I am so proud to be a part of a space where people can come play, gather nuts, or take photographs, and I am blessed to be a part of it. Speaking of blessings…I’m sure that many were spoken this week around our country…

This week, when I sat down to dinner with friends and their families, and tried to express what I am Thankful for, I hesitated. A much shorter list are the things I am NOT thankful for (leaf blowers, corn syrup, and apathy at the top of the list...). The thanksgiving holiday was a mark of what I have achieved toward my sustainable and spiritual goals. Just as I was able to spend my Halloween creating meaningful traditions, I was able to share this holiday with people I love, learning about life and myself. Not only was the lentil loaf, Japanese squash and gluten free pomegranate stuffing part of a super nutritious feast, I was able to spend my holiday around new friends, and I had a LOT of laughs.

Having too much fun hiking in Cali.

Amil and I were noticing that most American holidays revolve around eating food, usually of the non-healthy variety, unlike religious holidays which revolve around fasting (often before a feast, but it's not a feast of candy, peeps, or cheesy potatoes...usually).

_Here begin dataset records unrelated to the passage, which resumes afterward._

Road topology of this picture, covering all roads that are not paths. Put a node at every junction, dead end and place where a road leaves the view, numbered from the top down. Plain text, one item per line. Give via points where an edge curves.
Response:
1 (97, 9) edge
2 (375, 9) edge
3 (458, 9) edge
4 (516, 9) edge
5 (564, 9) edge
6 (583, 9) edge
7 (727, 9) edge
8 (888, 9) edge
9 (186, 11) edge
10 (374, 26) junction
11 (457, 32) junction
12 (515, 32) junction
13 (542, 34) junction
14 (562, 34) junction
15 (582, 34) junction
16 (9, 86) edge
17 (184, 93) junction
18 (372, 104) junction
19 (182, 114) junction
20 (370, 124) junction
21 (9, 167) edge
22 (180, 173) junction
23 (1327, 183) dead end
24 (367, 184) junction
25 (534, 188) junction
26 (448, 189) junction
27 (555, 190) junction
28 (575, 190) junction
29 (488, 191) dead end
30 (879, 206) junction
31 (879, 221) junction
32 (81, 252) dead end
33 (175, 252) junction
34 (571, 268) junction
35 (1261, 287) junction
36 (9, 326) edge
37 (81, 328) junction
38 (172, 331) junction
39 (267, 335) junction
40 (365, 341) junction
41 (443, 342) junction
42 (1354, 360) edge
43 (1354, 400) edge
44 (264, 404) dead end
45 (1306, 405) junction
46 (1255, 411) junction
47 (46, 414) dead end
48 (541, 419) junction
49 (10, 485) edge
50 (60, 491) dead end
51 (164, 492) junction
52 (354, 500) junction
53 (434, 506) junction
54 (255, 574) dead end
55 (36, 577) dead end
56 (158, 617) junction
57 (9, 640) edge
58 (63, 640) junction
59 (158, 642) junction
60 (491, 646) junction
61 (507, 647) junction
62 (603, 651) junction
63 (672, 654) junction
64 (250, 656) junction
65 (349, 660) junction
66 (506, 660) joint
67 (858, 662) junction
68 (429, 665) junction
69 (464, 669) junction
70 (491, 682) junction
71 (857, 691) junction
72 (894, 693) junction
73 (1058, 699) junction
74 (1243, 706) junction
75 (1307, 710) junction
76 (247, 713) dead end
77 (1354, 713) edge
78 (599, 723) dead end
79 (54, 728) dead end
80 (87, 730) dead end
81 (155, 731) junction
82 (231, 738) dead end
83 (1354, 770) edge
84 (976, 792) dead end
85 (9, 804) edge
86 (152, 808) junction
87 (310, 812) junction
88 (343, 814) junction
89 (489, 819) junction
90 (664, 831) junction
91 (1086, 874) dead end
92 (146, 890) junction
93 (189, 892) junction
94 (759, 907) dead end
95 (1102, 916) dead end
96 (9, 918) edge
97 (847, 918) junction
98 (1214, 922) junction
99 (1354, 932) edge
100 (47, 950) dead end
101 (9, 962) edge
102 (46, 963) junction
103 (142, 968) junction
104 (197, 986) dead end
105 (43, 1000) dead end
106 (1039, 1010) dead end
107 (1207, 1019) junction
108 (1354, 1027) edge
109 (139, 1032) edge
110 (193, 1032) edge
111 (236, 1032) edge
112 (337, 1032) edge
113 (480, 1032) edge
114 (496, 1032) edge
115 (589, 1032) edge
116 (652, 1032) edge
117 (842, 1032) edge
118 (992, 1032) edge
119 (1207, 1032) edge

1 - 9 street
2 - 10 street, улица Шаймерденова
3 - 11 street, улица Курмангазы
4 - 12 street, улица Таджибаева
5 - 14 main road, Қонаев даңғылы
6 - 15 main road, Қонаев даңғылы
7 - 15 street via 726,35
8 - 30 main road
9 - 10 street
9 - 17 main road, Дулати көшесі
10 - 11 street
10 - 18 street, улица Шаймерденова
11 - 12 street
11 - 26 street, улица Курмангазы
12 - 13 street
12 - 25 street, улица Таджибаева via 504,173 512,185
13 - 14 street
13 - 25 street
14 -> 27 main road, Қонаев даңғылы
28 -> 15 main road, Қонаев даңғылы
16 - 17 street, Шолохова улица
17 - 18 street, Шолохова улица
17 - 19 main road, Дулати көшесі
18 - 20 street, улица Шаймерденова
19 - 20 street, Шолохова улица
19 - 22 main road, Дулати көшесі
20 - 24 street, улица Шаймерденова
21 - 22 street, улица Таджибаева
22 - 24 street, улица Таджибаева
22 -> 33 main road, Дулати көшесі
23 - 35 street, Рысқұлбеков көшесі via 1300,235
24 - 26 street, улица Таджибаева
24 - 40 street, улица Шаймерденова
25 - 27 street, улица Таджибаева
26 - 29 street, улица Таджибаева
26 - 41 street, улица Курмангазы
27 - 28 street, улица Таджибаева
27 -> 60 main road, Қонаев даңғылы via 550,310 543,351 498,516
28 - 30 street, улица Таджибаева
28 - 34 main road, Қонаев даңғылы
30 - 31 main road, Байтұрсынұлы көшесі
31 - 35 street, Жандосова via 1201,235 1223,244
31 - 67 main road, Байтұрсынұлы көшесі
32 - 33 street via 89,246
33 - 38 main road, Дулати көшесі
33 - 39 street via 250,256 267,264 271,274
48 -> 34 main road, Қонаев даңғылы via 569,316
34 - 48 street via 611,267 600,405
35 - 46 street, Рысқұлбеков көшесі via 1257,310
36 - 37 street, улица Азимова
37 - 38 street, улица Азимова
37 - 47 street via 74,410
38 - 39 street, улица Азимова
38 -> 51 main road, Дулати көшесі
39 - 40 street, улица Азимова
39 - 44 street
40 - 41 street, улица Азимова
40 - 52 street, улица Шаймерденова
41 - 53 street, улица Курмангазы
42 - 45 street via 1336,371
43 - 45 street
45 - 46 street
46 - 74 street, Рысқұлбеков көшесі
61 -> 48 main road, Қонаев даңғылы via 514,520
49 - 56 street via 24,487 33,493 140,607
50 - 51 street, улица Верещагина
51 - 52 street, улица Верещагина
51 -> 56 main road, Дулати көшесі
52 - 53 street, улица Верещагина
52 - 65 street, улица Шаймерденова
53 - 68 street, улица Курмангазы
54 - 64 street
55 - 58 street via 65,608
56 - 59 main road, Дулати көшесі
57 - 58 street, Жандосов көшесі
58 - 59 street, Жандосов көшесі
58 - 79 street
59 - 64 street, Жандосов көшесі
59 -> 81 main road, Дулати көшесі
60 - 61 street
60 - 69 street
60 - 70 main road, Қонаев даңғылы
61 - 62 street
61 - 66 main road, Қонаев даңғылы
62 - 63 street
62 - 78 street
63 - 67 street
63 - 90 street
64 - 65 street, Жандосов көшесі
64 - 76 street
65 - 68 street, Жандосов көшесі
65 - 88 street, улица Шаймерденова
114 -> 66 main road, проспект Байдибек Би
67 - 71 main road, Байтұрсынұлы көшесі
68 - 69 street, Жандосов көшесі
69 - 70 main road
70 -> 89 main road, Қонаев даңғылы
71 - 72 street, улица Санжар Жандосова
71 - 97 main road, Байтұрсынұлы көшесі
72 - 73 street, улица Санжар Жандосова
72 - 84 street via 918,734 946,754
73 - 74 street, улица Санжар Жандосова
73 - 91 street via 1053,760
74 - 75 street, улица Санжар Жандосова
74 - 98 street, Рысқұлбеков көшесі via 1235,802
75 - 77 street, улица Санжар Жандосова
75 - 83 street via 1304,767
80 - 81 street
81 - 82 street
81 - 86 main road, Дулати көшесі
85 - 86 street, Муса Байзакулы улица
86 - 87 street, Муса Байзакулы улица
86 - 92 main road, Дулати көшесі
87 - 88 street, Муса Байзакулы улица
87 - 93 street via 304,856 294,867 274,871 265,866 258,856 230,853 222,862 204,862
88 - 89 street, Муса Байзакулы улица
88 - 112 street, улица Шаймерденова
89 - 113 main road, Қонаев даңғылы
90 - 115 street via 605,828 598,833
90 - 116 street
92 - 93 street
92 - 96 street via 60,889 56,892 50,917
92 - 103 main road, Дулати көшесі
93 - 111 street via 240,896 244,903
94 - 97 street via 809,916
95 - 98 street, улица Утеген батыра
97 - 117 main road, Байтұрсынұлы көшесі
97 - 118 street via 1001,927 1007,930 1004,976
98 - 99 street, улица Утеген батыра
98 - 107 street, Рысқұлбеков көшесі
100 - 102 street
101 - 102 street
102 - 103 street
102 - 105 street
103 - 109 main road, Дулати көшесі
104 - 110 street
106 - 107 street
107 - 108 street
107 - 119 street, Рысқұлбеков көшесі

So as this final month of the year takes off, I’d like to reflect on the last month. I did indeed travel to California. It was strange being familiar but removed from an environment (including the community and the work). It was nice to be back among my favorite scenery and smells, but it gave me even more perspective of how much I love my current home. For the first time in a long time, I'm feeling the roots of my soul stretch out and the connections I'm making seem stronger. 

Snow on San G...not this year, buddy.

I also submitted my screenplay and my illustration, both a little closer to the deadline than I wanted. You can see my collage for the children's book on my E[art]h page. The screenplay will be my little secret. Unless I win.

For this final month, I have very little actual work to do... so I'm looking forward to working on some gifts, some knitting, making delicious food, and connecting with friends. And traveling back to Tejas, where I will hopefully tackle my growing list of once-in-a-year opportunities.